Le rapport à l’autre et la découverte de la solidarité
Puisque la nature donne, l’homme est lui-même enclin à donner. Puisque la nature n’exclut personne, comme elle, il tend à entrer dans un monde solidaire. A travers le loup et grâce à lui, elle devient son éducatrice et le conduit jusqu’aux portes de l’amour où le don l’emporte sur l’appropriation, où la toute-puissance cède la pas à l’accueil de l’autre. Dans le film sur les enfants loups, la nature emprunte les traits d’un vieux grand-père qui reprend sans concession les égarements d’Hanna, la mère des deux enfants Ame et Yuki, transformée en jardinière. Il la conduit finalement à avoir les meilleures récoltes de la région si bien qu’elle partage avec ses voisins, moins dociles aux enseignements du grand-père.
L’affrontement à l’échec
En réalité, l’échec est toujours à la porte. Il est là lorsque l’individu croit savoir alors qu’il ne sait encore rien, lorsqu’il compte sur lui-même sans tenir compte des autres, lorsqu’il oublie les enseignements de la nature elle-même. L’échec pourtant ne décourage pas Hanna. Il provoque chez elle un sursaut qui permet de repartir sur la voie de la vie. Il semble même qu’il soit inscrit dans la nature. Ainsi lorsqu’il en vient à la contrarier, il l’amène à contourner l’obstacle pour donner une nouvelle chance à son propre développement. En définitive, il est un facteur efficace de l’évolution.

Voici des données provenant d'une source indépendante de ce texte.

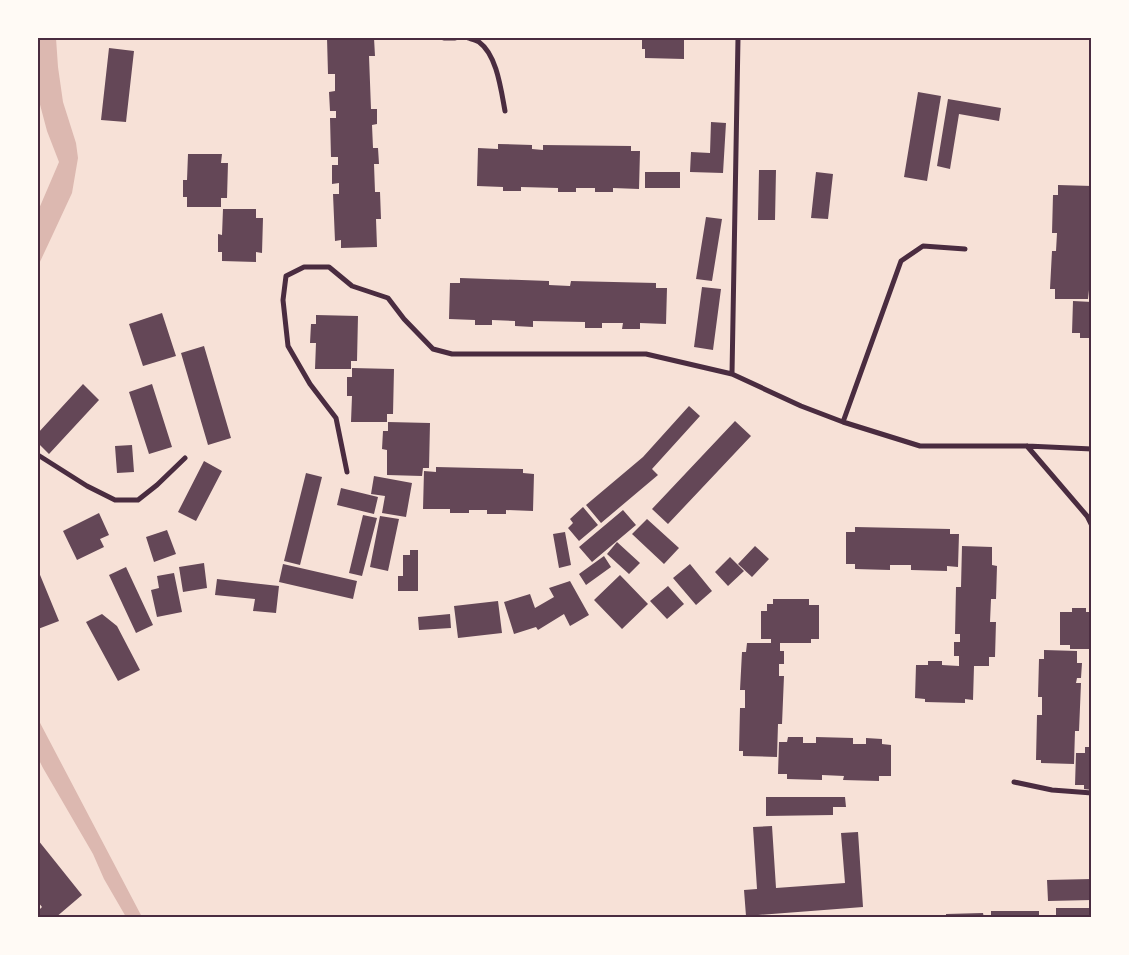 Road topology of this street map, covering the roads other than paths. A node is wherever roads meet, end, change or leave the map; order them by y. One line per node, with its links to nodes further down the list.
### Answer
1 (444, 38): 2 (street)
2 (455, 38)
3 (468, 38): 5 (street)
4 (738, 38): 7 (street)
5 (505, 111)
6 (965, 249): 8 (street)
7 (732, 374): 8 (street); 13 (street)
8 (843, 422): 9 (street)
9 (1027, 446): 10 (street); 14 (street)
10 (1092, 449)
11 (38, 455): 12 (street)
12 (185, 458)
13 (347, 472)
14 (1092, 526)
15 (1014, 782): 16 (street)
16 (1092, 793) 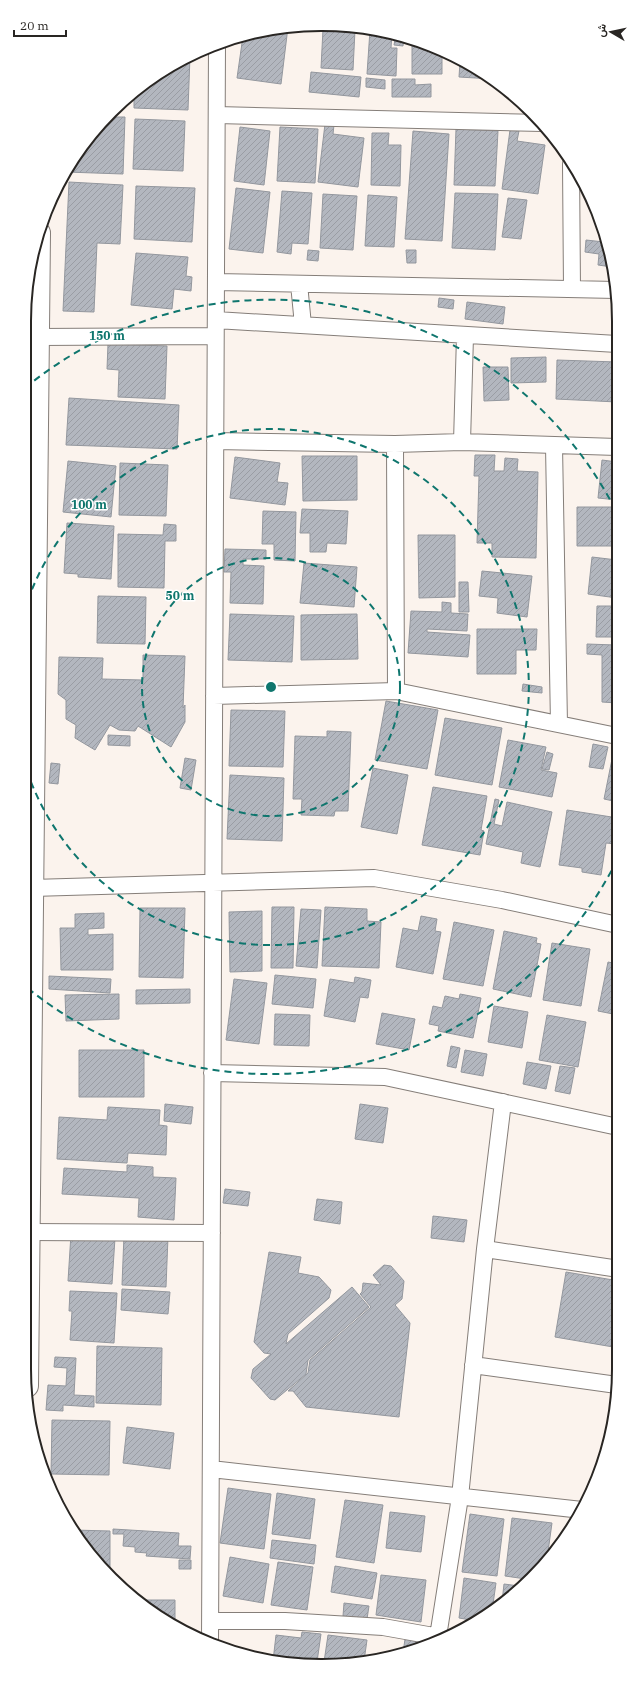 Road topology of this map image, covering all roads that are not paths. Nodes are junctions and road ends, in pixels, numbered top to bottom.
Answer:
1 (217, 50) edge
2 (217, 115) junction
3 (533, 123) edge
4 (571, 173) edge
5 (38, 260) edge
6 (216, 282) junction
7 (299, 284) junction
8 (572, 289) junction
9 (610, 290) edge
10 (303, 325) junction
11 (216, 328) junction
12 (465, 336) junction
13 (38, 337) junction
14 (612, 344) edge
15 (215, 441) junction
16 (462, 442) junction
17 (395, 444) junction
18 (554, 446) junction
19 (612, 448) edge
20 (396, 691) junction
21 (214, 696) junction
22 (559, 724) junction
23 (612, 735) edge
24 (213, 883) junction
25 (32, 888) junction
26 (612, 923) edge
27 (31, 974) edge
28 (212, 1074) junction
29 (503, 1102) junction
30 (612, 1126) edge
31 (31, 1232) edge
32 (212, 1233) junction
33 (485, 1249) junction
34 (612, 1268) edge
35 (474, 1365) junction
36 (611, 1384) edge
37 (211, 1469) junction
38 (460, 1497) junction
39 (575, 1509) edge
40 (211, 1621) junction
41 (440, 1634) edge
42 (210, 1637) edge
43 (432, 1637) edge

1 - 2 street
2 - 3 street
2 - 6 street
4 - 8 street
5 - 13 main road
6 - 7 street
6 - 11 street
7 - 8 street
7 - 10 street
8 - 9 street
10 - 11 street
10 - 12 street
11 - 13 street
11 - 15 street
12 - 14 street
12 - 16 street
13 - 25 main road
15 - 17 street
15 - 21 street
16 - 17 street
16 - 18 street
17 - 20 street
18 - 19 street
18 - 22 street
20 - 21 street
20 - 22 street
21 - 24 street
22 - 23 street
24 - 25 street
24 - 26 street
24 - 28 street
25 - 27 main road
28 - 29 street
28 - 32 street
29 - 30 street
29 - 33 street
31 - 32 street
32 - 37 street
33 - 34 street
33 - 35 street
35 - 36 street
35 - 38 street
37 - 38 street
37 - 40 street
38 - 39 street
38 - 41 street
40 - 42 street
40 - 43 street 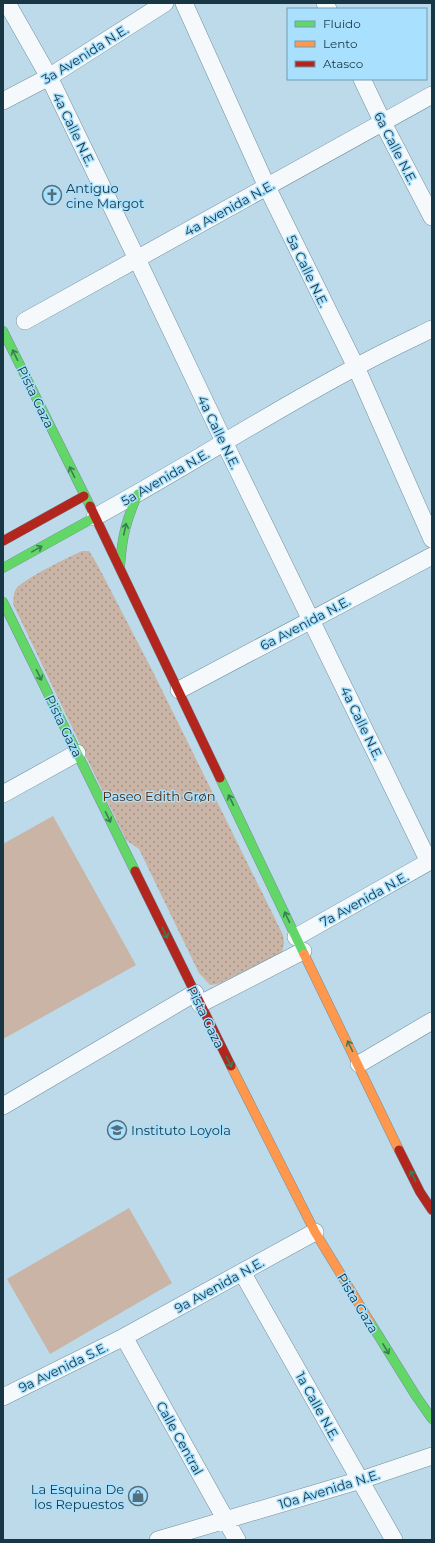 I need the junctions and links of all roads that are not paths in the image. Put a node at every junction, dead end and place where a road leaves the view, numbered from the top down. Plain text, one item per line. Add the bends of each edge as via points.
1 (7, 3) edge
2 (165, 3) edge
3 (184, 3) edge
4 (49, 77) junction
5 (362, 80) edge
6 (432, 95) edge
7 (3, 102) edge
8 (383, 123) junction
9 (267, 187) junction
10 (432, 217) edge
11 (138, 259) junction
12 (25, 321) dead end
13 (432, 329) edge
14 (3, 331) edge
15 (356, 367) junction
16 (224, 442) junction
17 (138, 494) junction
18 (84, 496) junction
19 (92, 512) junction
20 (432, 539) edge
21 (3, 541) edge
22 (432, 556) edge
23 (120, 566) junction
24 (3, 568) edge
25 (3, 602) edge
26 (311, 620) junction
27 (7, 629) dead end
28 (27, 651) junction
29 (179, 690) junction
30 (77, 754) junction
31 (3, 794) edge
32 (431, 861) edge
33 (300, 944) junction
34 (197, 998) junction
35 (432, 1021) edge
36 (359, 1064) junction
37 (3, 1106) edge
38 (426, 1189) edge
39 (432, 1210) edge
40 (315, 1232) junction
41 (242, 1272) junction
42 (124, 1337) junction
43 (3, 1396) edge
44 (432, 1419) edge
45 (432, 1456) edge
46 (359, 1480) junction
47 (226, 1520) junction
48 (158, 1540) edge
49 (237, 1540) edge
50 (394, 1540) edge

1 - 4 street, 4a Calle N.E.
2 - 4 street, 3a Avenida N.E.
3 - 9 street, 5a Calle N.E.
4 - 7 street, 3a Avenida N.E.
4 - 11 street, 4a Calle N.E.
5 - 8 street, 6a Calle N.E.
6 - 8 street, 4a Avenida N.E.
8 - 9 street, 4a Avenida N.E.
8 - 10 street, 6a Calle N.E.
9 - 11 street, 4a Avenida N.E.
9 - 15 street, 5a Calle N.E.
11 - 12 street, 4a Avenida N.E.
11 - 16 street, 4a Calle N.E.
13 - 15 street, 5a Avenida N.E.
18 -> 14 main road, Pista Gaza
15 - 16 street, 5a Avenida N.E.
15 - 20 street, 5a Calle N.E.
16 - 17 street, 5a Avenida N.E.
16 - 26 street, 4a Calle N.E.
17 - 19 street, 5a Avenida N.E.
23 -> 17 main road via 127,519
18 - 19 main road, Pista Gaza
18 - 21 main road
19 - 23 main road, Pista Gaza
24 -> 19 main road, 5a Avenida N.E.
22 - 26 street, 6a Avenida N.E.
23 - 29 main road, Pista Gaza
25 - 28 main road, Pista Gaza
26 - 29 street, 6a Avenida N.E.
26 - 32 street, 4a Calle N.E.
27 - 28 main road
28 -> 30 main road, Pista Gaza
33 -> 29 main road, Pista Gaza
30 - 31 street
30 -> 34 main road, Pista Gaza
32 - 33 street, 7a Avenida N.E.
33 - 34 street, 7a Avenida N.E.
36 -> 33 main road, Pista Gaza
34 - 37 street, 7a Avenida N.E.
34 -> 40 main road, Pista Gaza
35 - 36 street
38 -> 36 main road, Pista Gaza
38 - 39 main road, Pista Gaza
40 - 41 street, 9a Avenida N.E.
40 -> 44 main road, Pista Gaza
41 - 42 street, 9a Avenida N.E.
41 - 46 street, 1a Calle N.E.
42 - 43 street, 9a Avenida S.E.
42 - 47 street, Calle Central
45 - 46 street, 10a Avenida N.E.
46 - 47 street, 10a Avenida N.E.
46 - 50 street, 1a Calle N.E.
47 - 48 street, 10a Avenida N.E.
47 - 49 street, Calle Central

L’ouverture à l’élan de la vie et de la création
Finalement, l’échec réussit son œuvre chez l’homme lorsqu’il l’amène à se détourner de lui-même pour s’ouvrir à l’élan de la vie et de la création. C’est par cette ouverture qu’il entre réellement dans la logique symbolique qui est logique de vie et de création. La raison pousse vers la maîtrise, qui contrarie l’élan de la vie, alors que la logique symbolique pousse vers une forme de dessaisissement. C’est en réalité dans le dessaisissement que la raison peut trouver sa juste place.
L’alliance du sujet contemplatif et du sujet créateur
Dans le processus qu’implique la logique symbolique, le sujet qui se construit a deux facettes. Il est d’abord dans la contemplation de l’élan de vie qui le traverse et qui lui est donné, soucieux de recevoir avant de s’engager dans le faire. Mais, en acceptant de recevoir la vie, il reçoit aussi un élan qui le pousse à l’action dans le sens même de la création. La logique symbolique est une logique du jeu et ce jeu s’introduit jusque dans le sujet lui-même, à tel point que l’être le plus contemplatif est appelé à devenir aussi le plus créatif.